Ce mercredi 17 juin, les candidats du baccalauréat général ont dû se pencher sur l'épreuve de spécialité de SES. Le sujet de dissertation sur dossier documentaire portait sur la politique européenne de la concurrence. Voici une correction proposée en exclusivité par MyStudies !
![Dans quelle mesure la politique européenne de la concurrence atteint-elle ses objectifs ? - Bac général Spé SES 2026 [Corrigé]](/_next/image?url=https%3A%2F%2Fncd1.msnocookie.com%2Fimage%2Fms%2Fmsimages%2Fblog_gallery%2Fchatgpt-image-17-juin-2026-a-16-32-07-1_2b33cb396c.png&w=3840&q=75)
Introduction
L’Union européenne est souvent critiquée pour compromettre la compétitivité des entreprises ; autrement dit, leur capacité à faire face à la concurrence. Pour cause : sa politique de concurrence, qui correspond à un ensemble de règles établies censées garantir une concurrence loyale entre les entreprises présentes sur le marché. Nous allons aujourd’hui vérifier la légitimité de cette allégation en nous posant la question suivante : dans quelle mesure la politique européenne de la concurrence est-elle réussie ? Pour y répondre, nous allons, dans un premier temps, analyser les points forts de cette politique, et, dans un second temps, en analyser les points faibles.
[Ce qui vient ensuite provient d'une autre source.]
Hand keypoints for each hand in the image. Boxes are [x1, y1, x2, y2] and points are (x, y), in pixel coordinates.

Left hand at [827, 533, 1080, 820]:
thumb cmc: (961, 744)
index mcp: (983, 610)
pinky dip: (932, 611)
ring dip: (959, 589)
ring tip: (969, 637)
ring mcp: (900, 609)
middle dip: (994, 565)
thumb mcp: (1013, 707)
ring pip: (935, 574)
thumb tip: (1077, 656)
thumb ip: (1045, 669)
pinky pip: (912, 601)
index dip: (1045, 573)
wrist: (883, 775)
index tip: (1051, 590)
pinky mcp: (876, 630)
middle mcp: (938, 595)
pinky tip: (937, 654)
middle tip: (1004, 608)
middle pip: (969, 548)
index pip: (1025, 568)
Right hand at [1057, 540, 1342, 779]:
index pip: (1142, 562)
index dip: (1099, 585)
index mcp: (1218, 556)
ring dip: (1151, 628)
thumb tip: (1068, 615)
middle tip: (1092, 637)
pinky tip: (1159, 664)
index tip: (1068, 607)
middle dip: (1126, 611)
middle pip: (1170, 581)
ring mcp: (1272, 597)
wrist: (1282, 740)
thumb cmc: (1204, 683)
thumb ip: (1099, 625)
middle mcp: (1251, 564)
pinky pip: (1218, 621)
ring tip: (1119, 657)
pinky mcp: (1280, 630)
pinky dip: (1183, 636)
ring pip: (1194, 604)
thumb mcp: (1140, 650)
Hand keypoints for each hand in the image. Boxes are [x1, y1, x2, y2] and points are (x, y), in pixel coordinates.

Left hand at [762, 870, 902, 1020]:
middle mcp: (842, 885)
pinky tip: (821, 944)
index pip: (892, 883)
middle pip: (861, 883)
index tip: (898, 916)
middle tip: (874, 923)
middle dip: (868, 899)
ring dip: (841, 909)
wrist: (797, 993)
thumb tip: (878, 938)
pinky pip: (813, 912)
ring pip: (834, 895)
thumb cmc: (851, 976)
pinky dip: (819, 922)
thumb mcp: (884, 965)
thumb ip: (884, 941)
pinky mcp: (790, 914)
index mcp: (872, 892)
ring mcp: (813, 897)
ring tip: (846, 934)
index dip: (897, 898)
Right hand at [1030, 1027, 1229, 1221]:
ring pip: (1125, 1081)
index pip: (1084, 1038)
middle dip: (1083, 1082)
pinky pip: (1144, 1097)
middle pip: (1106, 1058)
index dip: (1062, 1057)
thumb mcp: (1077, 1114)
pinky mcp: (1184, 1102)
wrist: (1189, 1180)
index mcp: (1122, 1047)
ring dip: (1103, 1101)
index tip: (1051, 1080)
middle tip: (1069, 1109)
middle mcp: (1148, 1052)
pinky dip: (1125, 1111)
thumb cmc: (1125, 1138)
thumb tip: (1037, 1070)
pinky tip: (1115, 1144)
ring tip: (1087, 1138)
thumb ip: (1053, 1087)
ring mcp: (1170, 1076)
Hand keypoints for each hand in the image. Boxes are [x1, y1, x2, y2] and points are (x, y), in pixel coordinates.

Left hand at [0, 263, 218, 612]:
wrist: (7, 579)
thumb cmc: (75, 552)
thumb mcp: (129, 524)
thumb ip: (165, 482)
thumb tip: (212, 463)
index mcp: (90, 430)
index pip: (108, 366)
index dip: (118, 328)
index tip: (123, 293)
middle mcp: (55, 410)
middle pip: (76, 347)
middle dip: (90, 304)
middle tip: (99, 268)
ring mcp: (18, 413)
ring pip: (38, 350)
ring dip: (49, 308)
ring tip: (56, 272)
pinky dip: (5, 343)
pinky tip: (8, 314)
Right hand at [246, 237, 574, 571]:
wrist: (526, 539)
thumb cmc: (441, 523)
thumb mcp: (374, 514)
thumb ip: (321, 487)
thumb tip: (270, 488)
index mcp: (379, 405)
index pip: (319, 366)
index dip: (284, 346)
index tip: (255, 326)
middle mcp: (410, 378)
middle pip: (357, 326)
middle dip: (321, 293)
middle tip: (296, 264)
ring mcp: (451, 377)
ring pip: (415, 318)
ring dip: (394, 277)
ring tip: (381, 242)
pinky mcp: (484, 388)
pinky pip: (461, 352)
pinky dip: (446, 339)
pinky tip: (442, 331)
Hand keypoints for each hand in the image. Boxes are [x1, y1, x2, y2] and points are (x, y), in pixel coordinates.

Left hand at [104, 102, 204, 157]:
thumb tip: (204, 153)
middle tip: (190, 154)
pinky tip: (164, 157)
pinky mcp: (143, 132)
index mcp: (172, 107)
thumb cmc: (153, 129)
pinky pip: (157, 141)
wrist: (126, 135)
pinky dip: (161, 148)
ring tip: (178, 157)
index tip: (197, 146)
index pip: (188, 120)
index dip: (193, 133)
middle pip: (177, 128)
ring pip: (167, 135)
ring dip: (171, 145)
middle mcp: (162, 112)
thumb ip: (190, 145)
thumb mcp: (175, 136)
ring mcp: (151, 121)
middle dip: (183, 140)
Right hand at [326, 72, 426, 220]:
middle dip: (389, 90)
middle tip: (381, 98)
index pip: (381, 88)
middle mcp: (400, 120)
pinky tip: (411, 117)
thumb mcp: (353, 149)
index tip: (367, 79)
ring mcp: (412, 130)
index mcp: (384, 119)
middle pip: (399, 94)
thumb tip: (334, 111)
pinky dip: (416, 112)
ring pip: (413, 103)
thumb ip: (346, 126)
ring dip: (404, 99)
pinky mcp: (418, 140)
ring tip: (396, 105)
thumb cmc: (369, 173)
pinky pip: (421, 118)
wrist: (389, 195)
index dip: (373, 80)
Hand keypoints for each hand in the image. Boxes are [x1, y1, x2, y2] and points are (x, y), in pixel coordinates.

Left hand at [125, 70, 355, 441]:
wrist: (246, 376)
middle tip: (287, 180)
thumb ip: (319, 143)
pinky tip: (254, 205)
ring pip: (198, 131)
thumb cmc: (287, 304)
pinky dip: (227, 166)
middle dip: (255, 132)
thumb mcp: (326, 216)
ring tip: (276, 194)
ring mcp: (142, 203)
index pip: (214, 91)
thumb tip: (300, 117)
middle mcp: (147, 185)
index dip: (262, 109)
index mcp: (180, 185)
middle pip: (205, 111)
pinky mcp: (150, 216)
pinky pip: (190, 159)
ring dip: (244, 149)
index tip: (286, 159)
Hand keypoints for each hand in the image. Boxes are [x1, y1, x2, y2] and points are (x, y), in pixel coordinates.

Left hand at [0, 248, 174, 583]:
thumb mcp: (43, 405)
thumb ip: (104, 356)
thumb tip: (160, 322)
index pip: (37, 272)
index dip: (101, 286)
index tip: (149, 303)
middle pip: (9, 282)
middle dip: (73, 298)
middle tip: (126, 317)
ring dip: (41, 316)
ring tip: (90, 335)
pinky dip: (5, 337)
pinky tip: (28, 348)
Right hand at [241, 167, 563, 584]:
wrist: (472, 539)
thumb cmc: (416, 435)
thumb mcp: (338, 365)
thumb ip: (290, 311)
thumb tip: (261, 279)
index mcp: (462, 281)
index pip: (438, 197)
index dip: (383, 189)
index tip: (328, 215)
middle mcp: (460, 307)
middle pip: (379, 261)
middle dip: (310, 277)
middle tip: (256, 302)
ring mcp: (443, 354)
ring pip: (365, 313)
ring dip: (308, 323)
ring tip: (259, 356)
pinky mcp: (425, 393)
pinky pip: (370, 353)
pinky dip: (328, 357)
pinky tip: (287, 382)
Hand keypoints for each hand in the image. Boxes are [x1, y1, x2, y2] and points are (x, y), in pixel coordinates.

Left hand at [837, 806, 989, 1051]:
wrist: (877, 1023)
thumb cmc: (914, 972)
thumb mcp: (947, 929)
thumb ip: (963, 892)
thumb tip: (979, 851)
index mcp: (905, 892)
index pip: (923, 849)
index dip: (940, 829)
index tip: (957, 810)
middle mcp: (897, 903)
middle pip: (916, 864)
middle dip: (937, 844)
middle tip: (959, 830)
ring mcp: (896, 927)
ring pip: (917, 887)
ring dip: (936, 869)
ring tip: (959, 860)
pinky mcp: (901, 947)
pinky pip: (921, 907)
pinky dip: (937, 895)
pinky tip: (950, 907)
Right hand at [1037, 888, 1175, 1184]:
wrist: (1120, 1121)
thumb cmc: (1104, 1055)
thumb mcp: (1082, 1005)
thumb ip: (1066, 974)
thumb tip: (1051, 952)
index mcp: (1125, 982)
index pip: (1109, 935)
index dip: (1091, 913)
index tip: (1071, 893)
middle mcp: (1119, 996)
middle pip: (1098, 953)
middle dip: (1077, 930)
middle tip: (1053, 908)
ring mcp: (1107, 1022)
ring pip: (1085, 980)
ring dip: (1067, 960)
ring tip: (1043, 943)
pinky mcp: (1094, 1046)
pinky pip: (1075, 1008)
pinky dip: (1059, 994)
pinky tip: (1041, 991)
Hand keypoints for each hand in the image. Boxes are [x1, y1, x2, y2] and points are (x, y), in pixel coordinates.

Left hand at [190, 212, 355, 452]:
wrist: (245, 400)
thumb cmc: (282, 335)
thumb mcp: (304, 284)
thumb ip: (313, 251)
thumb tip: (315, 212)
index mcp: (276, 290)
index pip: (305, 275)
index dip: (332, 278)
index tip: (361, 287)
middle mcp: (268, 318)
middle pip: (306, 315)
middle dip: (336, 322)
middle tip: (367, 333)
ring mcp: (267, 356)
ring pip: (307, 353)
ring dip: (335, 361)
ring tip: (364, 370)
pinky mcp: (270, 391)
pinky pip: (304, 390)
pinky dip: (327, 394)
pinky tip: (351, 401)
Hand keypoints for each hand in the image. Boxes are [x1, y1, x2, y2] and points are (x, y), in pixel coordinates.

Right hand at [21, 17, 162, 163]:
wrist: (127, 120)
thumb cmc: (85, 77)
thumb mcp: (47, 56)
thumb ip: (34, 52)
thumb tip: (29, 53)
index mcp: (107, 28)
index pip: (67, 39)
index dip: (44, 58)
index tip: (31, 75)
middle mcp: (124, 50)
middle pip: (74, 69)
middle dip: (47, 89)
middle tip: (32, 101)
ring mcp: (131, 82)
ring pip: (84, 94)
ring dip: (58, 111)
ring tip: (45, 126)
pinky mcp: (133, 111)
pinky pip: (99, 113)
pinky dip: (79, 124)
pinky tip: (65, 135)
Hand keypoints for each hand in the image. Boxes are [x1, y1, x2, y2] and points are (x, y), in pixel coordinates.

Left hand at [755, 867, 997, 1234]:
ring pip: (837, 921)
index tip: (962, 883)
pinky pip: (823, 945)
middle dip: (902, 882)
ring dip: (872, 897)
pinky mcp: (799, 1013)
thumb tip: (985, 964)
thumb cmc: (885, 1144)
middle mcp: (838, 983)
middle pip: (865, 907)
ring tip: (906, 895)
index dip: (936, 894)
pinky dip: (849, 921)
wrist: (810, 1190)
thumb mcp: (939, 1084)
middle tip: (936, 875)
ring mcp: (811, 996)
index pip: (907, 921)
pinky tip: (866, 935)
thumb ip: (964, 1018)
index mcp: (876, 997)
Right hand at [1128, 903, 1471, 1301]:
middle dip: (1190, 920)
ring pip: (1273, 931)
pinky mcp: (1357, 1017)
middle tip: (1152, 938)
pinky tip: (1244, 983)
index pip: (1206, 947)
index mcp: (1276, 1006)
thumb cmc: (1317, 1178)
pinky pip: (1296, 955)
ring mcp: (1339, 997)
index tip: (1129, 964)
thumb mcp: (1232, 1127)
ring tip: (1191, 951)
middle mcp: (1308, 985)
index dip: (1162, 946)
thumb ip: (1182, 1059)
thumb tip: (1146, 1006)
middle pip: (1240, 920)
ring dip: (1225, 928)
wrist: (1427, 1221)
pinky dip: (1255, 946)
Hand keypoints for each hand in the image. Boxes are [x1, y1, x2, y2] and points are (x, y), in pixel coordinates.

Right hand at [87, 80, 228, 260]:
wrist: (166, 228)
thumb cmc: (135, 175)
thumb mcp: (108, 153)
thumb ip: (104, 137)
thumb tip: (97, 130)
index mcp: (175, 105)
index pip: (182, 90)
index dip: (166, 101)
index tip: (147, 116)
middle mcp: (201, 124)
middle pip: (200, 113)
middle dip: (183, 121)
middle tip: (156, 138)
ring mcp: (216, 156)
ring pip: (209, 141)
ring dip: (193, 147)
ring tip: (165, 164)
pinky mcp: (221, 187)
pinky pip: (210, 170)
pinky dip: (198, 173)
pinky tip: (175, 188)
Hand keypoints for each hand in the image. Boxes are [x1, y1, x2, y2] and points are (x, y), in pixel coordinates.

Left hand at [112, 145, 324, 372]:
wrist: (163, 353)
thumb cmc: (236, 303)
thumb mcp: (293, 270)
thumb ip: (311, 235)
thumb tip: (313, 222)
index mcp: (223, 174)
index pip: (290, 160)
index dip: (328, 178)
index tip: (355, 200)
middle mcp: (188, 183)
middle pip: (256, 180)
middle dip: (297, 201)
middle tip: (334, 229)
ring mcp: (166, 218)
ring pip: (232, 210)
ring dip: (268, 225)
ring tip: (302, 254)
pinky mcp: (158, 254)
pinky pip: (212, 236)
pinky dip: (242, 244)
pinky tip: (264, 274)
1. Point fort : régulation de la concurrence entre entreprises européennes
1.1 Politique interne
La politique de l’Union européenne permet en effet de réguler la concurrence entre les entreprises installées au sein des pays de l’UE par la voie d’une règlementation supranationale qui prime sur le droit national, conformément au Traité sur l’Union Européenne, réglementation qui s’applique donc à tous les États membres d’une même manière. Ce qui lui permet d’appliquer, d’une manière assez efficace, plusieurs mesures de lutte contre les pratiques anticoncurrentielles.
1.2 Mesures déployées
Tout d’abord, il s’agit de l’interdiction des ententes entre entreprises, ce qui empêche l’étouffement des TPE et PME (ou équivalents nationaux) par les géants. Avec les mêmes objectifs, elle régule également les fusions et les concentrations des entreprises, comme l’illustre le document 1 ; en appliquant des sanctions contre celles qui ne respectent pas cette réglementation, comme le montre le document 2.
1.3 Bienfaits de cette politique
Cette politique permet à la fois de limiter les barrières à l’entrée, en favorisant ainsi la création et l’entrée sur le marché de nouvelles entreprises, et de lutter contre la flambée des prix, le niveau général des prix étant en grande partie déterminé par la concurrence.
De ce fait, la compétitivité des entreprises au sein même de l’UE est bel et bien favorisée par la politique de la concurrence européenne. Cependant, en ce qui concerne leur compétitivité à l’international, la situation est plus délicate. C’est ce que nous allons analyser dès à présent.
2. Point faible : sabotage de la compétitivité des entreprises européennes à l’international
2.1 Politique européenne augmentant le coût du travail
Cela étant dit, le point faible de la politique européenne reste son effet sur la compétitivité des entreprises européennes à l’international.
Pour cause : les normes de RSE européennes particulièrement strictes, qui rendent le coût de production en Europe alors très élevé. Là aussi, il s’agit d’une mesure supranationale, à laquelle aucun État membre de l’UE ne peut décider unilatéralement de déroger, sous peine d’être sanctionné financièrement.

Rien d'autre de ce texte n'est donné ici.